For me a home without Period Piece is like a house without a cat – lacking an essential cheering and comfortable element. I have loved Gwen Raverat’s memoir of growing up in Cambridge in the 1890s ever since I first read it twenty years ago when recuperating from a bad bout of ’flu, at that blissful moment when you are feeling better but not quite strong enough to get up and do anything. I can still recall the delicious feeling of reading and dozing, dozing and reading, snug in the gas-lit world of Victorian Cambridge, until the January afternoon outside the bedroom window gradually turned purple and faded into dark.
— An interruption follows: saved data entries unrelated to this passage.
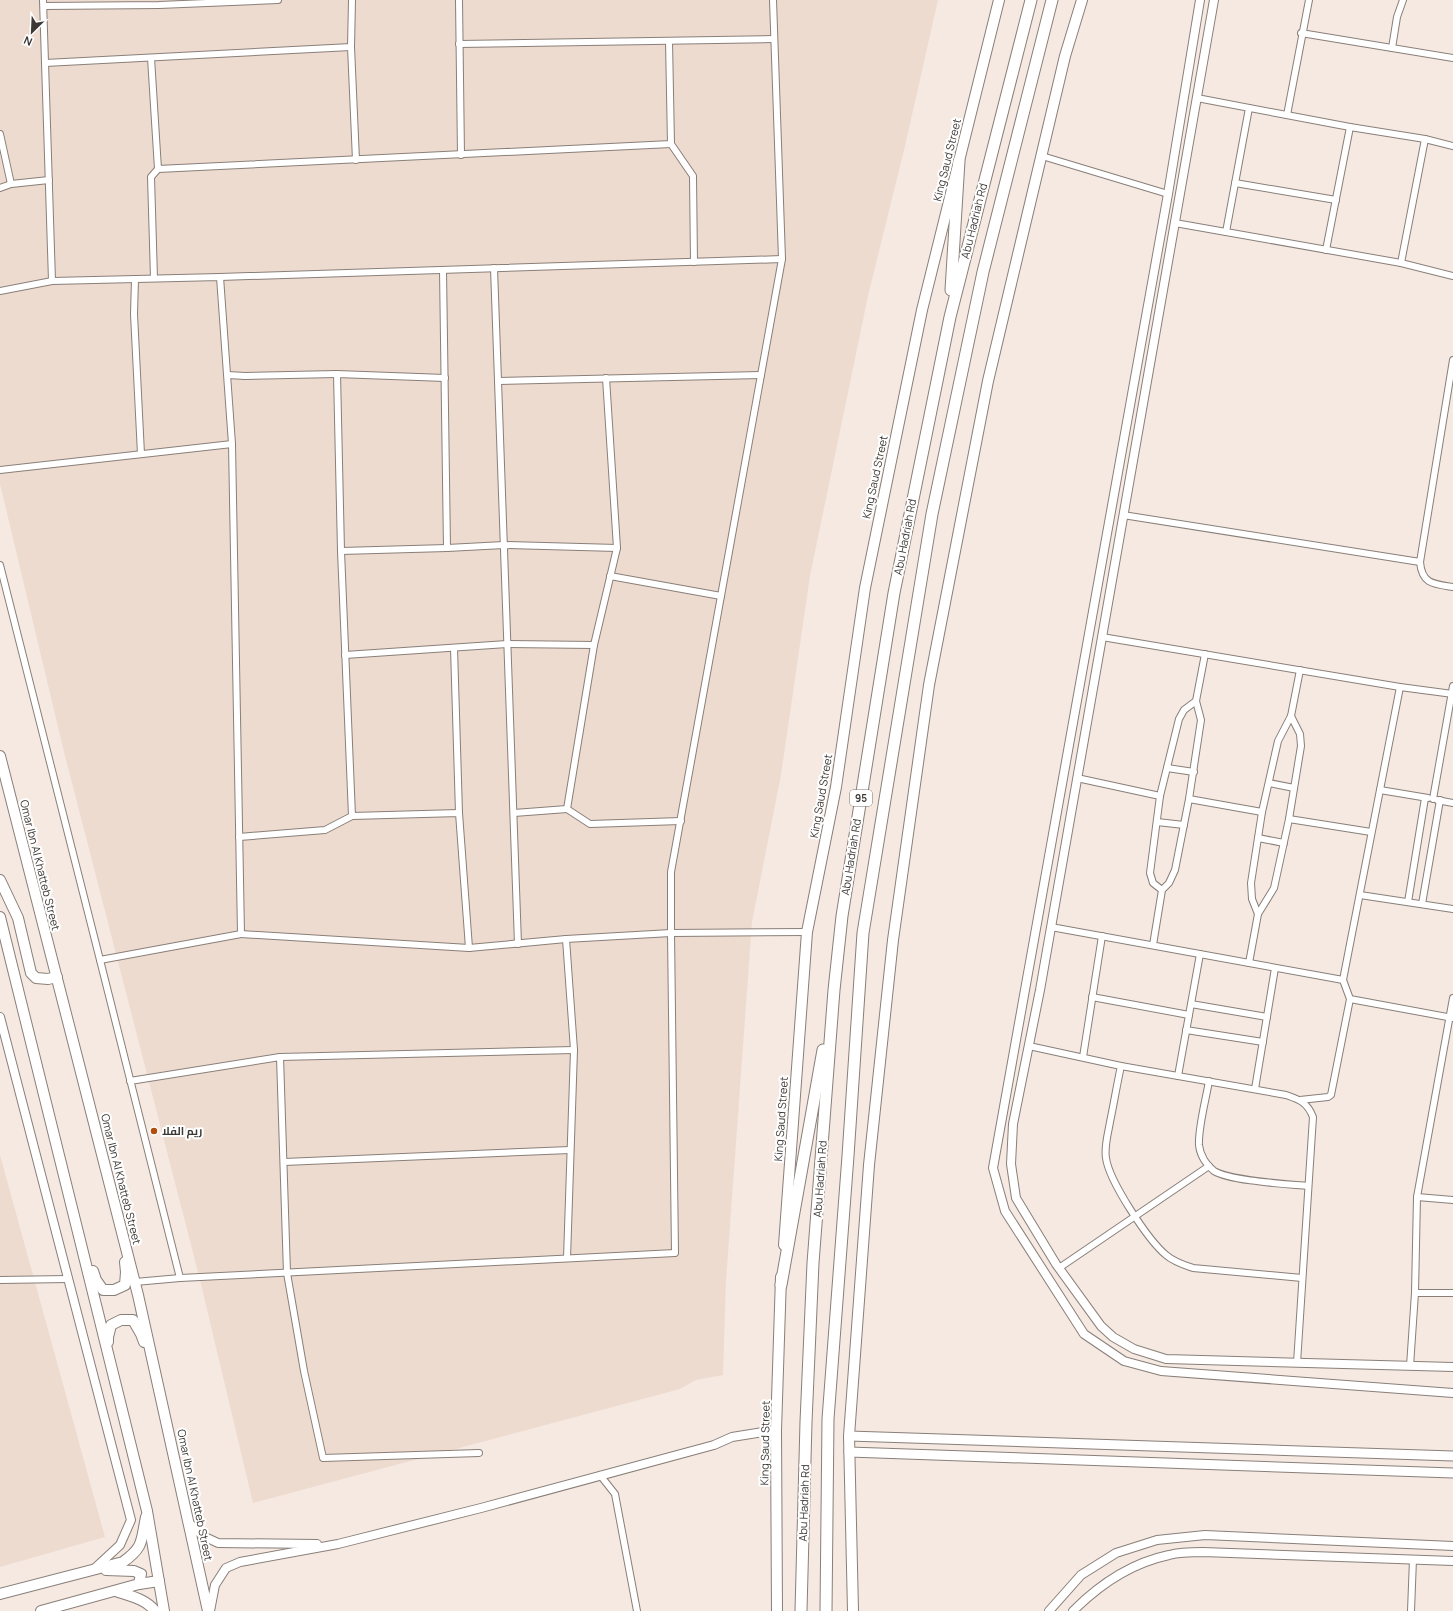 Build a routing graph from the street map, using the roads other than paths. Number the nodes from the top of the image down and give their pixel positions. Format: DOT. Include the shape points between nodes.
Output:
graph roads {
  1 [pos="278,0"];
  2 [pos="352,0"];
  3 [pos="459,0"];
  4 [pos="773,0"];
  5 [pos="999,0"];
  6 [pos="1031,0"];
  7 [pos="1052,0"];
  8 [pos="1082,0"];
  9 [pos="1200,0"];
  10 [pos="1214,0"];
  11 [pos="1309,0"];
  12 [pos="1403,0"];
  13 [pos="159,2"];
  14 [pos="43,3"];
  15 [pos="1302,33"];
  16 [pos="774,39"];
  17 [pos="669,41"];
  18 [pos="459,44"];
  19 [pos="351,47"];
  20 [pos="1392,48"];
  21 [pos="151,58"];
  22 [pos="1453,58"];
  23 [pos="45,63"];
  24 [pos="1197,98"];
  25 [pos="1249,108"];
  26 [pos="1287,115"];
  27 [pos="1350,127"];
  28 [pos="0,134"];
  29 [pos="1425,139"];
  30 [pos="671,144"];
  31 [pos="1453,146"];
  32 [pos="461,154"];
  33 [pos="1042,156"];
  34 [pos="356,160"];
  35 [pos="959,161"];
  36 [pos="158,169"];
  37 [pos="49,180"];
  38 [pos="1235,183"];
  39 [pos="11,184"];
  40 [pos="0,188"];
  41 [pos="1168,194"];
  42 [pos="1336,200"];
  43 [pos="1175,223"];
  44 [pos="1226,232"];
  45 [pos="1326,250"];
  46 [pos="782,259"];
  47 [pos="694,262"];
  48 [pos="1401,263"];
  49 [pos="494,268"];
  50 [pos="443,270"];
  51 [pos="1453,276"];
  52 [pos="220,277"];
  53 [pos="154,278"];
  54 [pos="136,279"];
  55 [pos="52,281"];
  56 [pos="0,291"];
  57 [pos="950,317"];
  58 [pos="1453,360"];
  59 [pos="337,374"];
  60 [pos="228,375"];
  61 [pos="761,375"];
  62 [pos="445,378"];
  63 [pos="606,378"];
  64 [pos="498,381"];
  65 [pos="232,444"];
  66 [pos="141,454"];
  67 [pos="0,470"];
  68 [pos="1123,515"];
  69 [pos="504,545"];
  70 [pos="447,548"];
  71 [pos="617,548"];
  72 [pos="341,551"];
  73 [pos="1420,562"];
  74 [pos="0,565"];
  75 [pos="610,576"];
  76 [pos="1453,587"];
  77 [pos="721,596"];
  78 [pos="1102,637"];
  79 [pos="507,644"];
  80 [pos="594,645"];
  81 [pos="454,648"];
  82 [pos="1205,654"];
  83 [pos="345,655"];
  84 [pos="1300,670"];
  85 [pos="1453,686"];
  86 [pos="1400,687"];
  87 [pos="1452,694"];
  88 [pos="1196,701"];
  89 [pos="1291,716"];
  90 [pos="0,756"];
  91 [pos="1166,768"];
  92 [pos="1194,772"];
  93 [pos="1077,778"];
  94 [pos="1269,783"];
  95 [pos="1294,788"];
  96 [pos="1380,790"];
  97 [pos="1160,796"];
  98 [pos="1425,798"];
  99 [pos="1189,799"];
  100 [pos="1436,800"];
  101 [pos="1453,803"];
  102 [pos="567,809"];
  103 [pos="459,812"];
  104 [pos="1262,812"];
  105 [pos="514,813"];
  106 [pos="352,816"];
  107 [pos="1290,819"];
  108 [pos="681,821"];
  109 [pos="1157,822"];
  110 [pos="1184,825"];
  111 [pos="1371,832"];
  112 [pos="239,837"];
  113 [pos="1258,838"];
  114 [pos="1284,843"];
  115 [pos="0,880"];
  116 [pos="1162,890"];
  117 [pos="1360,895"];
  118 [pos="1408,902"];
  119 [pos="1422,904"];
  120 [pos="1453,909"];
  121 [pos="1258,914"];
  122 [pos="0,917"];
  123 [pos="1051,927"];
  124 [pos="807,932"];
  125 [pos="671,933"];
  126 [pos="241,934"];
  127 [pos="1102,936"];
  128 [pos="566,939"];
  129 [pos="518,944"];
  130 [pos="1153,945"];
  131 [pos="470,948"];
  132 [pos="1200,954"];
  133 [pos="100,960"];
  134 [pos="1249,963"];
  135 [pos="1275,968"];
  136 [pos="57,977"];
  137 [pos="1343,980"];
  138 [pos="834,990"];
  139 [pos="1092,997"];
  140 [pos="1453,998"];
  141 [pos="1350,999"];
  142 [pos="1191,1004"];
  143 [pos="1189,1015"];
  144 [pos="0,1017"];
  145 [pos="1267,1017"];
  146 [pos="1451,1018"];
  147 [pos="1186,1030"];
  148 [pos="1263,1042"];
  149 [pos="1029,1046"];
  150 [pos="574,1050"];
  151 [pos="280,1057"];
  152 [pos="1083,1058"];
  153 [pos="1121,1066"];
  154 [pos="1178,1076"];
  155 [pos="130,1081"];
  156 [pos="1209,1081"];
  157 [pos="1255,1089"];
  158 [pos="1300,1100"];
  159 [pos="570,1150"];
  160 [pos="284,1162"];
  161 [pos="1209,1166"];
  162 [pos="1308,1186"];
  163 [pos="1417,1197"];
  164 [pos="1453,1200"];
  165 [pos="116,1210"];
  166 [pos="1135,1218"];
  167 [pos="77,1228"];
  168 [pos="567,1258"];
  169 [pos="1059,1268"];
  170 [pos="287,1273"];
  171 [pos="180,1278"];
  172 [pos="1302,1278"];
  173 [pos="0,1280"];
  174 [pos="68,1280"];
  175 [pos="135,1282"];
  176 [pos="781,1285"];
  177 [pos="1415,1293"];
  178 [pos="1453,1293"];
  179 [pos="1297,1363"];
  180 [pos="1410,1366"];
  181 [pos="1453,1367"];
  182 [pos="158,1384"];
  183 [pos="1453,1393"];
  184 [pos="120,1400"];
  185 [pos="776,1430"];
  186 [pos="849,1436"];
  187 [pos="849,1452"];
  188 [pos="479,1453"];
  189 [pos="1453,1456"];
  190 [pos="1453,1473"];
  191 [pos="600,1476"];
  192 [pos="147,1511"];
  193 [pos="188,1522"];
  194 [pos="338,1544"];
  195 [pos="1453,1546"];
  196 [pos="1413,1559"];
  197 [pos="1453,1561"];
  198 [pos="93,1570"];
  199 [pos="159,1581"];
  200 [pos="140,1584"];
  201 [pos="116,1591"];
  202 [pos="0,1594"];
  203 [pos="41,1611"];
  204 [pos="155,1611"];
  205 [pos="164,1611"];
  206 [pos="209,1611"];
  207 [pos="637,1611"];
  208 [pos="777,1611"];
  209 [pos="801,1611"];
  210 [pos="826,1611"];
  211 [pos="852,1611"];
  212 [pos="1049,1611"];
  213 [pos="1073,1611"];
  214 [pos="1411,1611"];
  1 -- 13 [label="street"];
  2 -- 19 [label="street"];
  3 -- 18 [label="street"];
  4 -- 16 [label="street"];
  5 -- 35 [label="main road, King Saud Street"];
  6 -- 57 [label="highway, Abu Hadriah Rd / 95"];
  7 -- 210 [label="highway, Abu Hadriah Rd / 95" via="983,272 932,514 863,934 828,1419"];
  8 -- 33 [label="main road" via="1065,56"];
  9 -- 41 [label="street"];
  10 -- 24 [label="street"];
  11 -- 15 [label="street"];
  12 -- 20 [label="street" via="1397,17"];
  13 -- 14 [label="street"];
  14 -- 23 [label="street"];
  15 -- 20 [label="street"];
  15 -- 26 [label="street"];
  16 -- 17 [label="street"];
  16 -- 46 [label="street"];
  17 -- 18 [label="street"];
  17 -- 30 [label="street"];
  18 -- 32 [label="street"];
  19 -- 21 [label="street"];
  19 -- 34 [label="street"];
  20 -- 22 [label="street"];
  21 -- 23 [label="street"];
  21 -- 36 [label="street"];
  23 -- 37 [label="street"];
  24 -- 25 [label="street"];
  24 -- 43 [label="street"];
  25 -- 26 [label="street"];
  25 -- 38 [label="street"];
  26 -- 27 [label="street"];
  27 -- 29 [label="street"];
  27 -- 42 [label="street"];
  28 -- 39 [label="street"];
  29 -- 31 [label="street"];
  29 -- 48 [label="street"];
  30 -- 32 [label="street"];
  30 -- 47 [label="street" via="693,176"];
  32 -- 34 [label="street"];
  33 -- 41 [label="street"];
  33 -- 186 [label="main road" via="988,381 929,685 893,940 869,1165"];
  34 -- 36 [label="street"];
  35 -- 57 [label="highway"];
  35 -- 124 [label="main road, King Saud Street" via="922,310 865,588 836,787"];
  36 -- 53 [label="street" via="151,177"];
  37 -- 39 [label="street"];
  37 -- 55 [label="street"];
  38 -- 42 [label="street"];
  38 -- 44 [label="street"];
  39 -- 40 [label="street"];
  41 -- 183 [label="street" via="993,1168 1005,1211 1084,1334 1124,1361 1161,1371"];
  42 -- 45 [label="street"];
  43 -- 44 [label="street"];
  43 -- 68 [label="street"];
  44 -- 45 [label="street"];
  45 -- 48 [label="street"];
  46 -- 47 [label="street"];
  46 -- 61 [label="street"];
  47 -- 49 [label="street"];
  48 -- 51 [label="street"];
  49 -- 50 [label="street"];
  49 -- 64 [label="street"];
  50 -- 52 [label="street"];
  50 -- 62 [label="street"];
  52 -- 53 [label="street"];
  52 -- 60 [label="street"];
  53 -- 54 [label="street"];
  54 -- 55 [label="street"];
  54 -- 66 [label="street" via="134,314"];
  55 -- 56 [label="street"];
  57 -- 138 [label="highway, Abu Hadriah Rd / 95" via="894,593 842,916"];
  58 -- 73 [label="street"];
  59 -- 60 [label="street"];
  59 -- 62 [label="street"];
  59 -- 72 [label="street"];
  60 -- 65 [label="street"];
  61 -- 63 [label="street"];
  61 -- 77 [label="street"];
  62 -- 70 [label="street"];
  63 -- 64 [label="street"];
  63 -- 71 [label="street"];
  64 -- 69 [label="street"];
  65 -- 66 [label="street"];
  65 -- 112 [label="street"];
  66 -- 67 [label="street"];
  68 -- 73 [label="street"];
  68 -- 78 [label="street"];
  69 -- 70 [label="street"];
  69 -- 71 [label="street"];
  69 -- 79 [label="street"];
  70 -- 72 [label="street"];
  71 -- 75 [label="street"];
  72 -- 83 [label="street"];
  73 -- 76 [label="street" via="1421,573 1426,580"];
  74 -- 133 [label="street"];
  75 -- 77 [label="street"];
  75 -- 80 [label="street"];
  77 -- 108 [label="street"];
  78 -- 82 [label="street"];
  78 -- 93 [label="street"];
  79 -- 80 [label="street"];
  79 -- 81 [label="street"];
  79 -- 105 [label="street"];
  80 -- 102 [label="street"];
  81 -- 83 [label="street"];
  81 -- 103 [label="street"];
  82 -- 84 [label="street"];
  82 -- 88 [label="street"];
  83 -- 106 [label="street"];
  84 -- 86 [label="street"];
  84 -- 89 [label="street"];
  85 -- 87 [label="street"];
  86 -- 87 [label="street"];
  86 -- 96 [label="street"];
  87 -- 100 [label="street"];
  88 -- 91 [label="street" via="1184,710 1179,719"];
  88 -- 92 [label="street" via="1201,720"];
  89 -- 94 [label="street" via="1278,741"];
  89 -- 95 [label="street" via="1300,734 1301,746"];
  90 -- 136 [label="main road, Omar Ibn Al Khatteb Street"];
  91 -- 92 [label="street"];
  91 -- 97 [label="street"];
  92 -- 99 [label="street"];
  93 -- 97 [label="street"];
  93 -- 123 [label="street"];
  94 -- 95 [label="street"];
  94 -- 104 [label="street"];
  95 -- 107 [label="street"];
  96 -- 98 [label="street"];
  96 -- 111 [label="street"];
  97 -- 109 [label="street"];
  98 -- 100 [label="street"];
  98 -- 118 [label="street"];
  99 -- 104 [label="street"];
  99 -- 110 [label="street"];
  100 -- 101 [label="street"];
  100 -- 119 [label="street"];
  102 -- 105 [label="street"];
  102 -- 108 [label="street" via="590,824"];
  103 -- 106 [label="street"];
  103 -- 131 [label="street"];
  104 -- 113 [label="street"];
  105 -- 129 [label="street"];
  106 -- 112 [label="street" via="325,830"];
  107 -- 111 [label="street"];
  107 -- 114 [label="street"];
  108 -- 125 [label="street" via="672,872"];
  109 -- 110 [label="street"];
  109 -- 116 [label="street" via="1150,873 1153,883"];
  110 -- 116 [label="street" via="1172,878"];
  111 -- 117 [label="street"];
  112 -- 126 [label="street"];
  113 -- 114 [label="street"];
  113 -- 121 [label="street" via="1251,883 1252,899"];
  114 -- 121 [label="street" via="1274,888"];
  115 -- 136 [label="main road" via="18,918 31,973 36,978"];
  116 -- 130 [label="street"];
  117 -- 118 [label="street"];
  117 -- 137 [label="street"];
  118 -- 119 [label="street"];
  119 -- 120 [label="street"];
  121 -- 134 [label="street"];
  122 -- 167 [label="main road"];
  123 -- 127 [label="street"];
  123 -- 149 [label="street"];
  124 -- 125 [label="street"];
  124 -- 176 [label="main road, King Saud Street"];
  125 -- 128 [label="street"];
  125 -- 168 [label="street" via="675,1253"];
  126 -- 131 [label="street"];
  126 -- 133 [label="street"];
  127 -- 130 [label="street"];
  127 -- 139 [label="street"];
  128 -- 129 [label="street"];
  128 -- 150 [label="street"];
  129 -- 131 [label="street"];
  130 -- 132 [label="street"];
  132 -- 134 [label="street"];
  132 -- 142 [label="street"];
  133 -- 155 [label="street"];
  134 -- 135 [label="street"];
  135 -- 137 [label="street"];
  135 -- 145 [label="street"];
  136 -- 165 [label="main road, Omar Ibn Al Khatteb Street"];
  137 -- 141 [label="street"];
  138 -- 176 [label="highway"];
  138 -- 209 [label="highway, Abu Hadriah Rd / 95" via="814,1263"];
  139 -- 143 [label="street"];
  139 -- 152 [label="street"];
  140 -- 146 [label="street"];
  141 -- 146 [label="street"];
  141 -- 158 [label="street" via="1331,1095"];
  142 -- 143 [label="street"];
  142 -- 145 [label="street"];
  143 -- 147 [label="street"];
  144 -- 174 [label="street"];
  145 -- 148 [label="street"];
  146 -- 163 [label="street"];
  147 -- 148 [label="street"];
  147 -- 154 [label="street"];
  148 -- 157 [label="street"];
  149 -- 152 [label="street"];
  149 -- 169 [label="street" via="1013,1124 1011,1164 1016,1198"];
  150 -- 151 [label="street"];
  150 -- 159 [label="street"];
  151 -- 155 [label="street"];
  151 -- 160 [label="street"];
  152 -- 153 [label="street"];
  153 -- 154 [label="street"];
  153 -- 166 [label="street" via="1106,1140 1106,1158 1110,1173"];
  154 -- 156 [label="street"];
  155 -- 171 [label="street"];
  156 -- 157 [label="street"];
  156 -- 161 [label="street" via="1199,1145 1204,1161"];
  157 -- 158 [label="street"];
  158 -- 162 [label="street" via="1309,1108 1313,1117"];
  159 -- 160 [label="street"];
  159 -- 168 [label="street"];
  160 -- 170 [label="street"];
  161 -- 162 [label="street" via="1229,1177"];
  161 -- 166 [label="street"];
  162 -- 172 [label="street"];
  163 -- 164 [label="street"];
  163 -- 177 [label="street"];
  165 -- 167 [label="main road" via="126,1272 125,1285 114,1290 103,1290 96,1280"];
  165 -- 175 [label="main road, Omar Ibn Al Khatteb Street"];
  166 -- 169 [label="street"];
  166 -- 172 [label="street" via="1166,1255 1179,1264 1193,1268"];
  167 -- 184 [label="main road"];
  168 -- 170 [label="street"];
  169 -- 179 [label="street" via="1101,1326 1113,1337 1134,1349 1166,1359"];
  170 -- 171 [label="street"];
  170 -- 188 [label="street" via="304,1371 323,1458"];
  171 -- 175 [label="street"];
  172 -- 179 [label="street"];
  173 -- 174 [label="street"];
  174 -- 198 [label="street" via="131,1520 120,1545"];
  175 -- 182 [label="main road, Omar Ibn Al Khatteb Street"];
  176 -- 185 [label="main road, King Saud Street"];
  177 -- 178 [label="street"];
  177 -- 180 [label="street"];
  179 -- 180 [label="street"];
  180 -- 181 [label="street"];
  182 -- 184 [label="main road" via="141,1334 132,1320 121,1320 110,1325 108,1337"];
  182 -- 193 [label="main road, Omar Ibn Al Khatteb Street"];
  184 -- 192 [label="main road"];
  185 -- 191 [label="street" via="732,1437 714,1445"];
  185 -- 208 [label="main road, King Saud Street"];
  186 -- 187 [label="main road"];
  186 -- 189 [label="main road"];
  187 -- 190 [label="main road"];
  187 -- 211 [label="main road"];
  191 -- 194 [label="street"];
  191 -- 207 [label="street" via="615,1494"];
  192 -- 198 [label="main road" via="140,1546 133,1555 123,1562"];
  192 -- 199 [label="main road"];
  193 -- 194 [label="street" via="203,1536 218,1543"];
  193 -- 206 [label="main road, Omar Ibn Al Khatteb Street"];
  194 -- 206 [label="street" via="240,1562 226,1568 215,1585"];
  195 -- 212 [label="street" via="1205,1534 1157,1540 1116,1553 1082,1575"];
  196 -- 197 [label="street"];
  196 -- 213 [label="street" via="1203,1552 1170,1554 1127,1569 1101,1585"];
  196 -- 214 [label="street"];
  198 -- 200 [label="main road" via="134,1571 142,1574"];
  198 -- 202 [label="main road"];
  199 -- 200 [label="main road"];
  199 -- 205 [label="main road"];
  200 -- 201 [label="main road"];
  201 -- 203 [label="main road"];
  201 -- 204 [label="main road" via="139,1599"];
}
In fact Gwen’s family the Darwins (Gwen’s paternal grandfather was Charles Darwin) had a very particular relationship with illness, being total hypochondriacs, and ill health – or rather the lack of it – features prominently in the book. Her much loved Aunt Etty, for example, was only 13 when, after a ‘low fever’, the doctor recommended she should have breakfast in bed for a time, and she never got up for breakfast again. When there were colds about she would put on a protective mask of her own invention, made from a wire kitchen strainer stuffed with antiseptic cotton-wool and tied on like a snout, from behind which she would discuss politics in a hollow voice, oblivious of the fact that visitors were struggling with fits of laughter.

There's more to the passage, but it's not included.